To accurately identify optimal conditions, tipping points and sensitivities of rates in response to changing CO2, light and temperature, a broad range of experimental conditions are required. Hence, monospecific cultures of the coccolithophore E. huxleyi (strain PML B92/11 morphotype A isolated from Bergen, Norway) were grown in artificial seawater (ASW) at 20 C and a salinity of 35 across a pCO2 (partial pressure of CO2) gradient from  25 to 7000 µatm. Light intensities were set to 50, 400 and 600 µmol photons m−2 s−1 of photosynthetically active radiation (PAR) on a 16:8 h light–dark cycle in a Panasonic versatile environmental test chamber (MLR-352-PE). An additional set of cultures was also incubated at 1200 µmol photons m−2 s−1 under a Philips SON-T HPS 600W light in a water bath set to 20 C. Light intensities at each bottle position for all experiments were measured using a LI-193 spherical sensor (LI-COR). Cells were pre-acclimated to experimental conditions for 8–12 generations. To account for differences in growth rate between the extreme high/low CO2 treatments and the intermediate CO2 treatments, initial cell densities were chosen between 20 and 80 cells mL−1. Treatments were run using a dilute-batch culture setup, mixed daily and harvested before dissolved inorganic carbon (DIC) consumption exceeded 10 %.

2.2 Media

ASW with a salinity of 35 was prepared according to Kester et al. (1967).

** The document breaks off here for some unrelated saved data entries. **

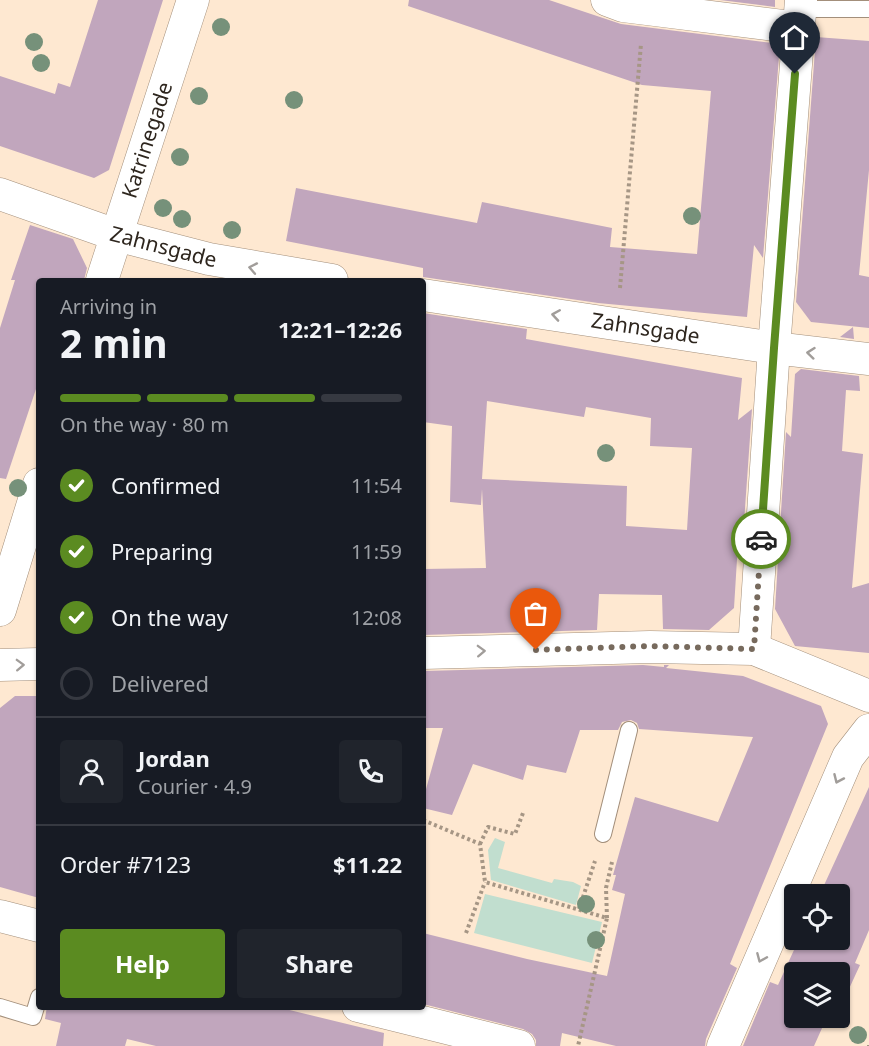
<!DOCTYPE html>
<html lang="en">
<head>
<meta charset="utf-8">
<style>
	body { margin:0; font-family:"Noto Sans",sans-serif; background:#20242c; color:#f1f3f6; height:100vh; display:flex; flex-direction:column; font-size:22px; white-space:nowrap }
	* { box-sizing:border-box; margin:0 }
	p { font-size:20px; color:#9ea1a6 }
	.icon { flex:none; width:33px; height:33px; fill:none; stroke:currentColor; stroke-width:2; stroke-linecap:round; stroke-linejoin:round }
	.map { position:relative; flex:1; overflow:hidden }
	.panel { position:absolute; left:36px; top:278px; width:390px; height:732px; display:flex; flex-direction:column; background:#171b24; border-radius:6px; box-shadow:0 2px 4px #0004 }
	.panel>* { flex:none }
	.buttons { position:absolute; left:784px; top:884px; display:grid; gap:12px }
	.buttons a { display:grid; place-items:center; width:66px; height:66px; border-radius:6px; background:#171b24; box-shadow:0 2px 4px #0004; font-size:30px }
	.pin { position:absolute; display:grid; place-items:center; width:51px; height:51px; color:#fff; margin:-62px -26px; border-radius:50% 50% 50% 0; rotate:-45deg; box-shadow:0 0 6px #0007 }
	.pin .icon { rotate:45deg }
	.courier { position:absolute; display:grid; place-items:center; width:60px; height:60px; margin:-30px; border:4px solid #5b8b21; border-radius:50%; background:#fff; color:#222; box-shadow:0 2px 8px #0007 }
	.summary em { font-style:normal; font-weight:700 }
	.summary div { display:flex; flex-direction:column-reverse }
	.summary { display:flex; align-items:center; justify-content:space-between; height:102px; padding:0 24px }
	h1 { font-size:39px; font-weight:700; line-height:45px }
	.bar { display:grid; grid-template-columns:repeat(4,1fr); gap:9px 6px; align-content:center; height:72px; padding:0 24px }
	.bar i { height:8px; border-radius:4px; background:#363941 }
	.bar .on { background:#5b8b21 }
	.bar p { grid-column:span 4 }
	.line { display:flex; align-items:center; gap:15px; padding:0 24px; border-top:2px solid #363941 }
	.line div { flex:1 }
	.round { display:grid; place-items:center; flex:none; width:63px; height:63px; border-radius:6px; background:#20242c }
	ol { padding:0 24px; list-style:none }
	li { display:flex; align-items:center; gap:18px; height:66px }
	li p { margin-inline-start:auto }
	li .icon { padding:6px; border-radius:50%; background:#5b8b21; color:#fff; stroke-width:4 }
	li:last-child { color:#9ea1a6 }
	li i { width:33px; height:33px; border:3px solid #363941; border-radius:50% }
	.action { display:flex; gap:12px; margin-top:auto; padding:12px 24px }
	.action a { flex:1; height:69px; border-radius:6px; background:#5b8b21; color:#fff; font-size:24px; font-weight:700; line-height:69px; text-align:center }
	.action a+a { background:#20242c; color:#f1f3f6 }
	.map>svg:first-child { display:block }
	.green { fill:#c1decf }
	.building { fill:#c1a6bd; fill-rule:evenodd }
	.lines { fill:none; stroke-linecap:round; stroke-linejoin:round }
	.lane-casing { stroke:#a38f7b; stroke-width:18 }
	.street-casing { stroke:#a38f7b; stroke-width:33 }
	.path { stroke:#a69685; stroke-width:4; stroke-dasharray:3 3; stroke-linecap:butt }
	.lane { stroke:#fff; stroke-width:16 }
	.street { stroke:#fff; stroke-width:32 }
	.tree { fill:#76917a }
	.oneway { stroke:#a19d9a }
	.done { stroke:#776a5d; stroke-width:6; stroke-dasharray:0 10.8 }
	.route { stroke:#5b8b21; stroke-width:8 }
	.labels { text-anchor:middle; stroke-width:5; stroke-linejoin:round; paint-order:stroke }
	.street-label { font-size:21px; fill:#2e261e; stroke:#fdf8f4 }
</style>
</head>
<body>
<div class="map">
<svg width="869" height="1046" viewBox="0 0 869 1046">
	<rect width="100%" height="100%" fill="#fee8d1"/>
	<!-- green -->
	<path class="green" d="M 495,838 L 505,842 L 498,868 L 552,883 L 554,879 L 573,882 L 581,886 L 576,905 L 491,880 L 488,850 Z
		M 485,894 L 602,922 L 592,963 L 474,933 Z"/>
	<!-- building -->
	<path class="building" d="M 98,0 L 163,0 L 109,170 L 94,178 L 0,146 L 0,76 L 55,94 L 58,83 L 70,87 Z
		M 409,0 L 549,0 L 621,24 L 780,44 L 763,258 L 754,245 L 747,317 L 598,303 L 423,277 L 423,268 L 286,241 L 296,188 L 477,223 L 482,202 L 612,228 L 610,247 L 697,254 L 711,91 L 642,85 L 408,6 Z
		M 720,0 L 775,0 L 775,7 Z
		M 816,37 L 869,41 L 869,170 L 859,275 L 869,277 L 869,328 L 811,322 L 796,302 Z
		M 30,225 L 73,239 L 87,268 L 84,280 L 39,280 L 39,380 L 6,479 L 0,478 L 0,328 L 15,280 L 11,280 Z
		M 423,313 L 527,329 L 526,339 L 742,378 L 738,420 L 752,409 L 742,551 L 738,543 L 734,608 L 709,630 L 663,629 L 662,595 L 599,594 L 597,630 L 423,635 L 423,569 L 486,568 L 482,489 L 481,505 L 450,502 L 452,426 L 423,422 ZM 487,401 L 584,417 L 586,407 L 651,418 L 650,446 L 692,448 L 687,530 L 626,526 L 627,486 L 482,479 Z
		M 853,327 L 854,339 L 840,337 Z
		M 801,369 L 859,376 L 860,391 L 846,390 L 842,451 L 863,454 L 852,588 L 869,583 L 869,653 L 795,646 L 775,609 L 786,432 L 791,437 L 795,374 Z
		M 643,665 L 664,667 L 664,665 L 669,665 L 666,668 L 743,676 L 821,706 L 828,724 L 730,964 L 737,968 L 706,1039 L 705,1046 L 616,1046 L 562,1033 L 560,1046 L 536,1046 L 536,1040 L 532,1034 L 523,1029 L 423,1004 L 423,933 L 527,959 L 607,976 L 625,894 L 612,890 L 616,875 L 613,875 L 635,797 L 718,822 L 753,737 L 639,729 L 637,723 L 631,720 L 622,722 L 618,730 L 580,730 L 566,773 L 527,765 L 523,780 L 473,764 L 452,815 L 423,808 L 423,800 L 443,728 L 423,728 L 423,671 Z
		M 15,696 L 39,696 L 39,898 L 0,887 L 0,708 Z
		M 869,787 L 869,930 L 855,963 L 860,965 L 842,1004 L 840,1003 L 840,972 L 795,972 L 795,1017 L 827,1017 L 814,1046 L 743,1046 L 770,982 L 778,985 L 799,939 L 840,939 L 840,894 L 820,894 Z
		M 47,1006 L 273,1006 L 384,1033 L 383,1046 L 156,1046 L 127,1039 L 125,1046 L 56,1046 L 61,1023 L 45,1019 Z"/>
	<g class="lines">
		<!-- lane casing -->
		<g class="lane-casing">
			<path id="lane" d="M 800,9 L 869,9
				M 603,834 L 629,730
				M 0,1007 L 33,1017 L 39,997"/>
		</g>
		<!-- street casing -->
		<g class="street-casing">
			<g id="street">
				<path d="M 607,0 L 623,6 L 799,28"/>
				<path id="s1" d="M 0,194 L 116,235 L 209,259 L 332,280"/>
				<path id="s2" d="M 102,280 L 193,0"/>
				<path id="s3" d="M 423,295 L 774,348 L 869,359"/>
				<path d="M 0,610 L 39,484"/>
				<path d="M 754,649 L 774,348 L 801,0"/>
				<path d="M 423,653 L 650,647 L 754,649 L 869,696"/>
				<path d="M 0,665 L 39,664"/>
				<path d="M 0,916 L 39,926"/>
				<path d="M 358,1006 L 519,1046"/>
				<path d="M 723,1046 L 848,757 L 869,730"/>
			</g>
		</g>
		<!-- path -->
		<path class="path" d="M 620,288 L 641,44
			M 423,820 L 480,844 L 485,882 L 607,918 L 578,1046
			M 480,844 L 488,827 L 515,834 L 523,813
			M 579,909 L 595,861
			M 607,918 L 606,888 L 612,862
			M 466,933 L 485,882
			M 869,1046 L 869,1045"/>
		<!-- lane -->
		<use href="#lane" class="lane"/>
		<!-- street -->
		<use href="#street" class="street"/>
	</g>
	<!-- trees -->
	<g class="tree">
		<circle cx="221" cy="27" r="9"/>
		<circle cx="34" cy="42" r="9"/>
		<circle cx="41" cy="63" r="9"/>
		<circle cx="199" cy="96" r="9"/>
		<circle cx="294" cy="100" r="9"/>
		<circle cx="180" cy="157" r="9"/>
		<circle cx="163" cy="208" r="9"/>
		<circle cx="692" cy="216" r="9"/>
		<circle cx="182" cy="219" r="9"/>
		<circle cx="232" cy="230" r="9"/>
		<circle cx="606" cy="453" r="9"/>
		<circle cx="18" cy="488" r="9"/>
		<circle cx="586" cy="904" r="9"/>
		<circle cx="596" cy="940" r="9"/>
		<circle cx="858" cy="1035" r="9"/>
	</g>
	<!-- one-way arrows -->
	<defs><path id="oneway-chevron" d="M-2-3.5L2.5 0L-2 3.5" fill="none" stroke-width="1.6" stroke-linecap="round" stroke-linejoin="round" transform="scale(1.5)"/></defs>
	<g class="oneway">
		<use href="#oneway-chevron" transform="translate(253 268) rotate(-169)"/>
		<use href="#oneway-chevron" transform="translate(556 315) rotate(-171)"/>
		<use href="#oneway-chevron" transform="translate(811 353) rotate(-174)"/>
		<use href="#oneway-chevron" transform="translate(481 651) rotate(-2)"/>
		<use href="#oneway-chevron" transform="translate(20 665) rotate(-2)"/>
		<use href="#oneway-chevron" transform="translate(838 779) rotate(114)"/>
		<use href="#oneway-chevron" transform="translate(761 958) rotate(113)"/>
	</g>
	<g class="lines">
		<!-- done -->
		<path class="done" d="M 536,650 L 650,646 L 754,649 L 761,539"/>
		<!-- route -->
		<path class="route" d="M 761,539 L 774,348 L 795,74"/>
	</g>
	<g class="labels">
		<!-- street labels -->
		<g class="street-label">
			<text dy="7" stroke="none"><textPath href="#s2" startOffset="147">Katrinegade</textPath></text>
			<text dy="7" stroke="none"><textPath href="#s1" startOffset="172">Zahnsgade</textPath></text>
			<text dy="7" stroke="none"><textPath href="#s3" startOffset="225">Zahnsgade</textPath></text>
		</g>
	</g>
</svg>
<div class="buttons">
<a><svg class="icon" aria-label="locate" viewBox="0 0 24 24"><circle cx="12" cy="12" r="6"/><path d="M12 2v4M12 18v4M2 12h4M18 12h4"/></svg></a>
<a><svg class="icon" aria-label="layers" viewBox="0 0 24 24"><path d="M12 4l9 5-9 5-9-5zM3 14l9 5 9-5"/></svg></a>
</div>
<div class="pin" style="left:536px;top:650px;background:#ea580c"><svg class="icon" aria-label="bag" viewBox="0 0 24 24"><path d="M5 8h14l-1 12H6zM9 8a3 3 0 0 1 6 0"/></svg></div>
<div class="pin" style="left:795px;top:74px;background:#1f2937"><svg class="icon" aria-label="home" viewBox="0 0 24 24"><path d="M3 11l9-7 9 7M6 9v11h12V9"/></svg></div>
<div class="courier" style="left:761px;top:539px"><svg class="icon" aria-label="car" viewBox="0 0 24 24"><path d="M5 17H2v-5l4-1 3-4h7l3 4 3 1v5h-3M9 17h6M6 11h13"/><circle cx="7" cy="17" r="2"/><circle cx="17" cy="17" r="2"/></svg></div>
<section class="panel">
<div class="summary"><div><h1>2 min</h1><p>Arriving in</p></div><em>12:21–12:26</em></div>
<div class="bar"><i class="on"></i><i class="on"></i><i class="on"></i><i></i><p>On the way · 80 m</p></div>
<ol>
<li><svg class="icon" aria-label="check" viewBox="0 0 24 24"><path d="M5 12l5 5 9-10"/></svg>Confirmed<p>11:54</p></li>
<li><svg class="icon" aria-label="check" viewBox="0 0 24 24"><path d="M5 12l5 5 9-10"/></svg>Preparing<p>11:59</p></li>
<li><svg class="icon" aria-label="check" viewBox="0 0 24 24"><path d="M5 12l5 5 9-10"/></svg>On the way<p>12:08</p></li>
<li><i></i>Delivered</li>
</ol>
<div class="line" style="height:108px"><a class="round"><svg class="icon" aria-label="person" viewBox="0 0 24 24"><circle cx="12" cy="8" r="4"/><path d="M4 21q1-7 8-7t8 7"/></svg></a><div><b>Jordan</b><p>Courier · 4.9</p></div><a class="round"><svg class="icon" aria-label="phone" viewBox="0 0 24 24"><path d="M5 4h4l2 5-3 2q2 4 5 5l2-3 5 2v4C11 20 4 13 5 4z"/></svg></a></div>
<div class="line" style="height:78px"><div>Order #7123</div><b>$11.22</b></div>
<div class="action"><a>Help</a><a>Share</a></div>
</section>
</div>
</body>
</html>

ASW was enriched with f∕8 trace metals (ethylenediaminetetraacetic acid (EDTA)-bound Fe, Cu, Mo, Zn, Co, Mn) and vitamins (thiamine, biotin, cyanocobalamin) according to Guillard (1975), 64 µmol kg−1 nitrate (NO3-), 4 µmol kg−1 phosphate (PO43-), 10 nmol kg−1SeO2 and 1 mL kg−1 of coastal seawater (collected at Shelly Beach, Ballina, NSW, Australia) to prevent possible limitation by trace elements during culturing which had not been added to the artificial seawater mix. ASW medium was sterile filtered (0.2 µm pore size, Whatman Polycap 75 AS) directly into autoclaved acclimation (0.5 L) or experimental (2 L) polycarbonate bottles (Nalgene®), leaving a small headspace for the adjustment of carbonate chemistry conditions.

2.3 Carbonate chemistry manipulation, measurements and calculation

Carbonate chemistry, i.e. total alkalinity (TA) and DIC, for each treatment was adjusted through calculated additions of hydrochloric acid (certified 3.571 mol L−1 HCl, Merck) and Na2CO3 (Sigma-Aldrich, TraceSELECT® quality, dried for 2 h at 240 C). Samples for TA and DIC measurements were taken at the end of the experiment. TA samples were filtered through GF/F filters, stored in the dark at 4 C and processed within 7 days (Dickson et al.2007; SOP 1). TA samples were measured by potentiometric titration using a Metrohm Titrino Plus automatic titrator with 0.05 mol kg−1 HCl as the titrant, adjusted to an ionic strength of 0.72 mol kg−1 with NaCl (Dickson et al.2007; SOP 3b).

DIC samples were sterile filtered by gentle pressure filtration with a peristaltic pump (0.2 µm pore size polycarbonate, Sartorius) into glass stoppered 100 mL bottles (Schott Duran) with overflow of at least 50 % of bottle volume similar to Bockmon and Dickson (2014), sealed without headspace and stored in the dark at 4 C until processing within 7 days. To determine DIC, 2 mL of sample was analysed on a Marianda AIRICA system by acidification with 10 % phosphoric acid to convert all DIC into CO2, followed by extraction with N2 (5.0) and concomitant CO2 analysis with an IR detector (LI-COR LI-7000 CO2H2O analyser). Both TA and DIC measurements were calibrated against certified reference materials (batches 139, 141 and 150) following Dickson (2010). Initial DIC and TA concentrations were estimated by adding measured total particulate carbon build-up during incubations to measured final DIC and double the particulate inorganic carbon build-up during incubations to measured final TA concentrations. Carbonate chemistry speciation for each treatment was calculated from mean TA, mean DIC, measured temperature, salinity and [PO43-] using the program CO2SYS (Lewis et al.1998), the dissociation constants for carbonic acid determined by Lueker et al. (2000), KS for sulfuric acid determined by Dickson et al. (1990) and KB for boric acid following Uppström (1974).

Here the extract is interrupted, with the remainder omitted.